Cover Your Tracks

Content warning: The following pages and associated links describe in detail potentially emotionally distressing content around FGM.

 

Is FGM harmful?

FGM can cause serious health consequences for women and girls. These health consequences can be both short-term (at or around the time of the practice); or long-term (in some cases might affect women for the rest of their lives). The health consequences depend on many factors including the type of FGM performed and how it was performed. It is important to remember that everyone’s experience of FGM is different and that some women and girls may not feel that they have any health consequences.

Immediate or short-term health consequences include:

  • Severe pain – as the practice is usually done without anaesthetics girls may go into shock because the pain is so severe.
  • Bleeding – there are many major blood vessels in the area and girls may haemorrhage (lose too much blood). Excessive blood loss is the largest cause of death linked to FGM.
  • Infections – including tetanus, which is an infection that people can get from contact with rusty blades or instruments.
  • Injury to tissue and organs near the genital region.

Long-term health consequences include:

  • Difficulties with urination – particularly in Type III where the urethra (the opening that allows urine to leave the body) might be covered.
  • Difficulties with menstruation - this may include menstruation (periods) being more painful; menstrual blood taking a longer time to leave the body because the opening is narrower.
  • Infections including recurrent urinary tract infections.
  • Difficulties with sexual intercourse and intimate physical interactions. This may be because the vaginal opening is narrowed, because of the formation of scar tissue or because women may not feel comfortable with intimate physical relationships as it reminds them of when FGM took place.
  • Cysts, abscesses, keloid scarring which may be because of the way the area has healed.
  • Psychological complications these can include post-traumatic stress disorder, anxiety, depression. Girls and women may feel anger towards to their family as in most cases it is a close family member who makes the decision for them to go through FGM. Girls and women may feel shame or anxiety about their bodies particularly when living in countries or communities where FGM is not widely practiced or well-known. This may make them feel worried about how they can disclose what has happened to them to professionals, friends and partners.

Is FGM a problem in the UK?

FGM is a global problem and is everybody’s business. We know that girls and women in the UK are at risk of FGM and there are many girls and women who are living with the effects of FGM in the UK. A recent study conducted by City University London and Equality Now and published in 2015, estimated that 137,000 women living in the UK had already undergone FGM and 60,000 girls under the age of 15 are at risk of FGM.

Recently health professionals have been recording when they have patients who have undergone FGM – this provides us with actual numbers of women and girls who have gone through the practice. The latest FGM data from the Health and Social Care Information Centre (HSCIC) shows that between April and June 2015 – 1,036 new cases of FGM were recorded of those 9 were cases of individuals under 18 years old.
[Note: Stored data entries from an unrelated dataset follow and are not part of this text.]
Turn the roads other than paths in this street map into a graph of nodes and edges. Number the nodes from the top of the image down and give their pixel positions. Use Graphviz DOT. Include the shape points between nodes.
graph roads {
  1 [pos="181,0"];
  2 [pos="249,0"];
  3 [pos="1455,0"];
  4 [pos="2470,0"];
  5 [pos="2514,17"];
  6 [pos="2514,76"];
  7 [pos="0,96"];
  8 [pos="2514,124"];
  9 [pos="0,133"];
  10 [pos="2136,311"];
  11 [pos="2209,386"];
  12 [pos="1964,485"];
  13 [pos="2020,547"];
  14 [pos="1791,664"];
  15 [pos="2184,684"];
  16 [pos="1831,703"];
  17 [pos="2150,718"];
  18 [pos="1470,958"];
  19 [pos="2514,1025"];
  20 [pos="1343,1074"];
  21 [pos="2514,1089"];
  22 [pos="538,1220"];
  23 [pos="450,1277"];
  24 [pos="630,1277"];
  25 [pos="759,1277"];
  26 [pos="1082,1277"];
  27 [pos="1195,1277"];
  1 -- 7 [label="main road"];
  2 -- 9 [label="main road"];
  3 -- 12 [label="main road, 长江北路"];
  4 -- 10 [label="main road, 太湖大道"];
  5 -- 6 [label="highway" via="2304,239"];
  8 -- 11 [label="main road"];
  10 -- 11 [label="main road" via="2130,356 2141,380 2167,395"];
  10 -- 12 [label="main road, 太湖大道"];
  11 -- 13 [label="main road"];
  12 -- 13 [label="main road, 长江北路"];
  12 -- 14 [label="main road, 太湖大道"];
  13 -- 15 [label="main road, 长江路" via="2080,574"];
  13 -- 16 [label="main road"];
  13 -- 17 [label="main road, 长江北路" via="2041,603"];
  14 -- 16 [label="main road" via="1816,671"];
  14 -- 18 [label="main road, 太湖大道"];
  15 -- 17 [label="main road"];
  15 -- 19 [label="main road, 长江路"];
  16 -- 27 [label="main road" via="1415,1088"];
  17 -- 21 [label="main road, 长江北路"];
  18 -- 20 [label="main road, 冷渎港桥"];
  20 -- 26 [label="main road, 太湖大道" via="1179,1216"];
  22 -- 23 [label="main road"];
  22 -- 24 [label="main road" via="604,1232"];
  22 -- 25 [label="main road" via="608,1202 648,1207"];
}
The HSCIC also reported that from the period of September 2014 to March 2015 – 3,963 new cases of FGM were reported nationally, 60 of those were cases of individuals under 18 years old.

Is FGM illegal?

Yes, FGM has been illegal in the UK since 1985. At the time it was only illegal for people to perform FGM in the UK. In 2003 the FGM Act added protection to girls and women no matter where they were in the world.

The FGM Act (2003) made it illegal to:

  • Mutilate the genitalia of a girl or a woman in any way
  • Enable a girl or woman to go through FGM
  • Take a British citizen or permanent resident of the UK to have the procedure done in another country

The legislation allows for medical procedures to the genital region if there is a health reason for the procedure to take place.

The law also makes it clear that there is no age at which performing FGM would be legal. This means that adult women (over the age or 18) cannot consent to FGM and if someone performs it on them they are breaking the law.

The FGM Act states that anyone successfully convicted of FGM could face up to 14 years in prison. However to date there has yet to be a single successful prosecution for FGM.

In 2015 the UK Government introduced new legislation, through the Serious Crime Act (2015) that strengthened the legal protection offered to women. The changes in the Serious Crime Act (2015) include:

  • Expanding the law to include ‘habitual residents’ in the UK allowing greater protection for girls and women living in the UK but who do not have permanent citizenship.
  • Providing anonymity to ‘victims’ of FGM – this will hopefully encourage girls and young women to come forward and disclose if they have had FGM as their names will not be made pubic.
  • Parental liability. This is a new offence for failing to protect a girl from FGM. This means that parents and adult guardians now have a responsibility for actively ensuring that they are protecting their daughters from undergoing FGM.
  • FGM Protection Orders. These are similar to Forced Marriage Protection Orders and can be issued by the court to ensure that girls are protected from FGM.